Are you talking about during cooking or after?

I take it your roaster pan doesnt have a lid?

I follow the instructions here, which doesnt have you covering the turkey. And it turns out beaytifully. http://www.howtocookathanksgivingturkey.com/


----------



## lucyem (Apr 30, 2005)

Once when I was young my mom ran out of aluminum foil and my grandmother cut a brown paper bag flat and used that. She said it is what they did when she was young. I have no memory of how well it worked, I just remember them doing it.

I have a big metal roasting pan and no lid.


----------



## ChristyMarie (May 31, 2006)

During cooking you can use cheesecloth.

After cooking - assuming you mean to keep warm? I would just use a clean kitchen towel. You could put a layer of parchment paper then a towel.


----------



## mkksmom (Mar 24, 2008)

My family uses aluminum foil to tent the turkey-- this makes it self basting. We never baste at all and the turkey turns out moist and delish. This is the only time I use aluminum foil too. I was trying to figure out if I got a HUGE roasting pan with a lid if we could eliminate the aluminum foil. We don't just make a tent over it, make this whole house thing that goes under the turkey too so the water can't escape and will drip back down on the turkey.

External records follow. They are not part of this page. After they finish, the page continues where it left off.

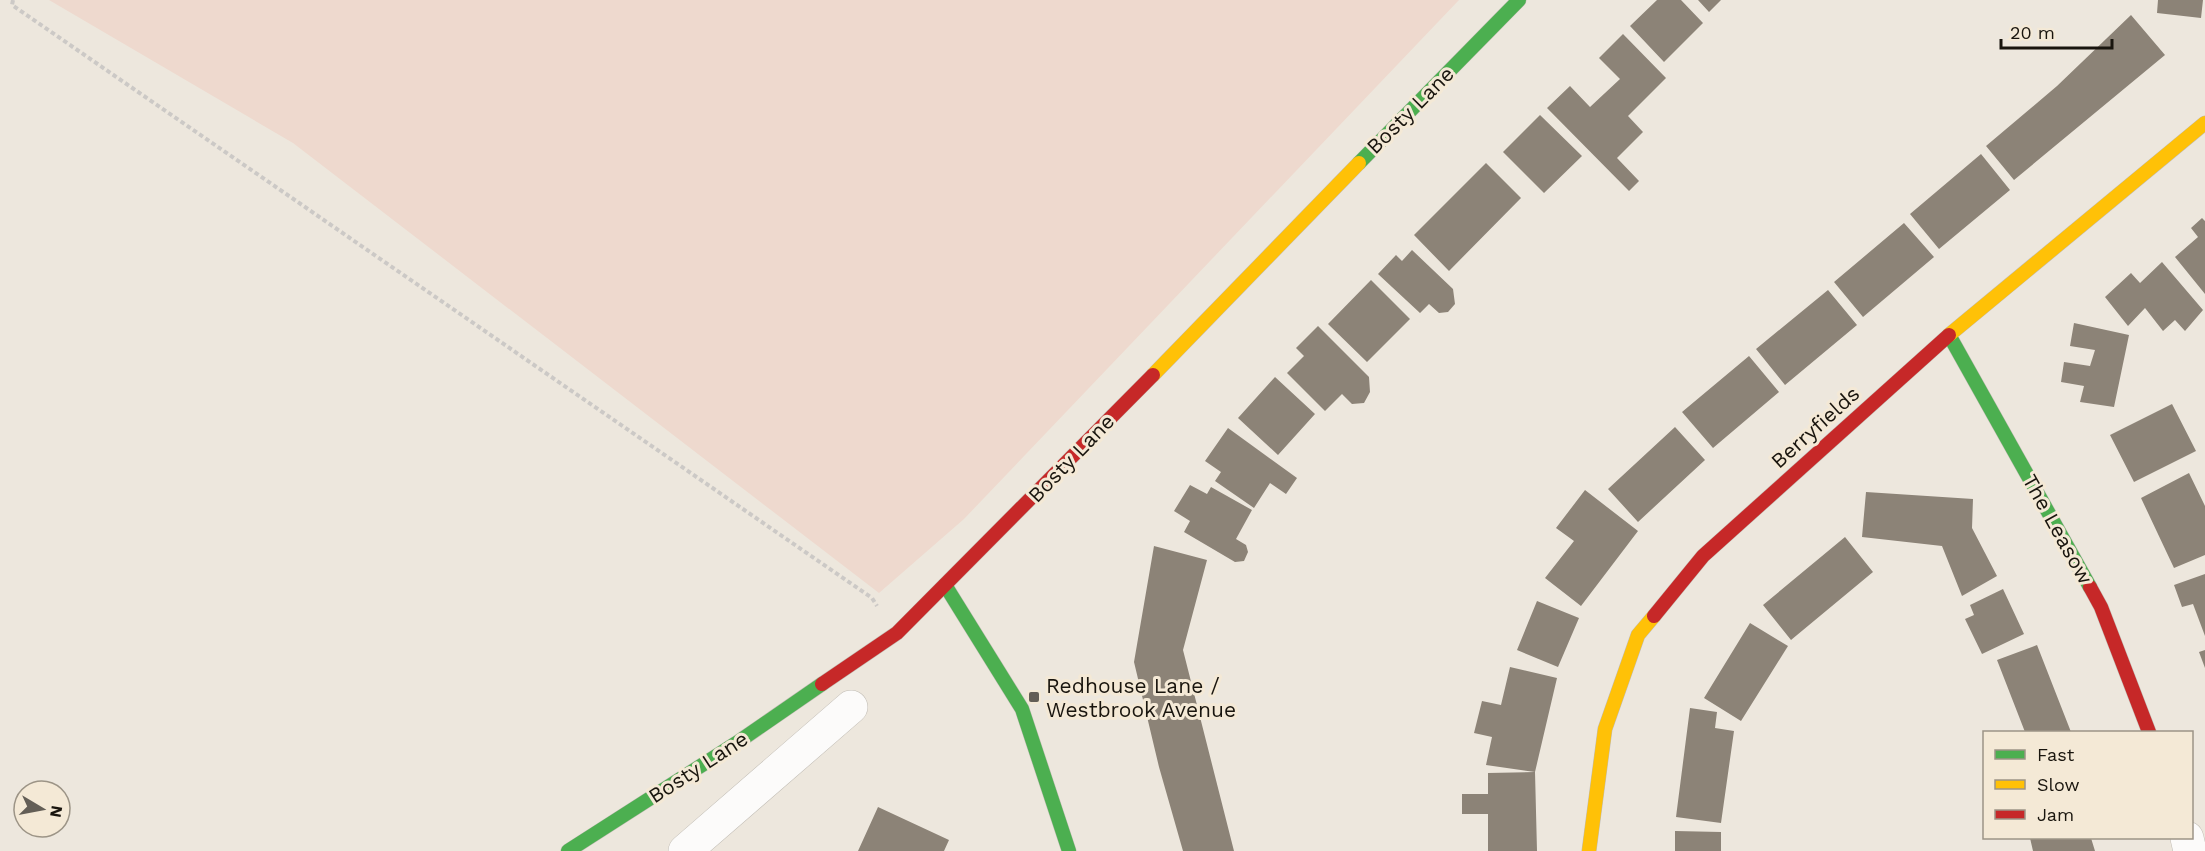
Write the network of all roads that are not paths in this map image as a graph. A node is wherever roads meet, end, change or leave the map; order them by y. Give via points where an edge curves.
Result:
1 (1519, 0) edge
2 (2205, 123) edge
3 (1949, 335) junction
4 (945, 585) junction
5 (851, 707) dead end
6 (2149, 731) edge
7 (568, 851) edge
8 (685, 851) edge
9 (1069, 851) edge
10 (1589, 851) edge

1 - 4 street, Bosty Lane
2 - 3 street, Berryfields
3 - 6 street, The Leasow via 2102,607
3 - 10 street, Berryfields via 1703,556 1638,635 1605,729
4 - 7 street, Bosty Lane via 897,633 738,742
4 - 9 street via 1022,709
5 - 8 street

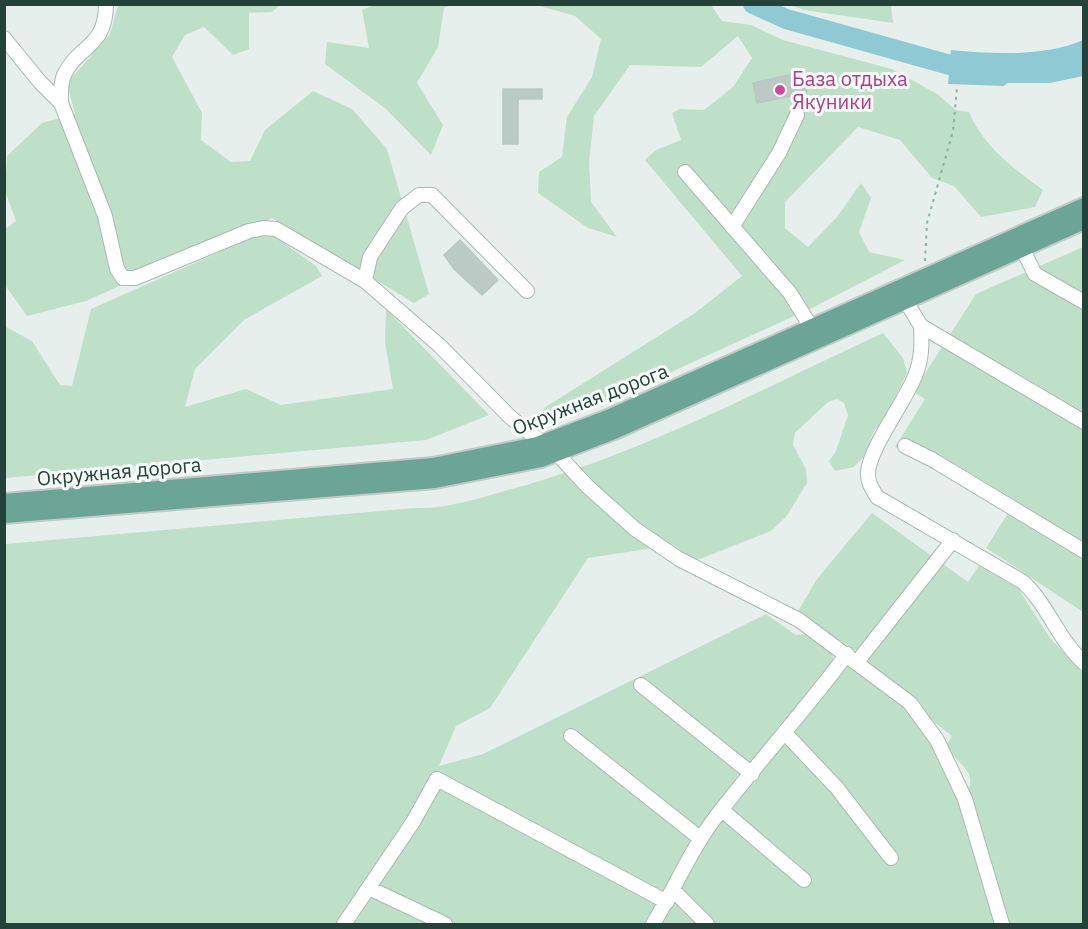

The only large roasting pans I can find are granite, and I can't find any safety info on granite covered pans. I use stainless otherwise and iron skillets.


----------



## talia rose (Sep 9, 2004)

I use a stainless steel roasting pan with a lid...


----------



## JamieCatheryn (Dec 31, 2005)

I've roasted turkeys uncovered with success, done in the recommended time and taste and texture was great.


----------



## philomom (Sep 12, 2004)

Quote:


> Originally Posted by *JamieCatheryn*
> 
> I've roasted turkeys uncovered with success, done in the recommended time and taste and texture was great.


Same here. I like to do the spatchcocking technique and leave the bird uncovered for a crispy skin.


----------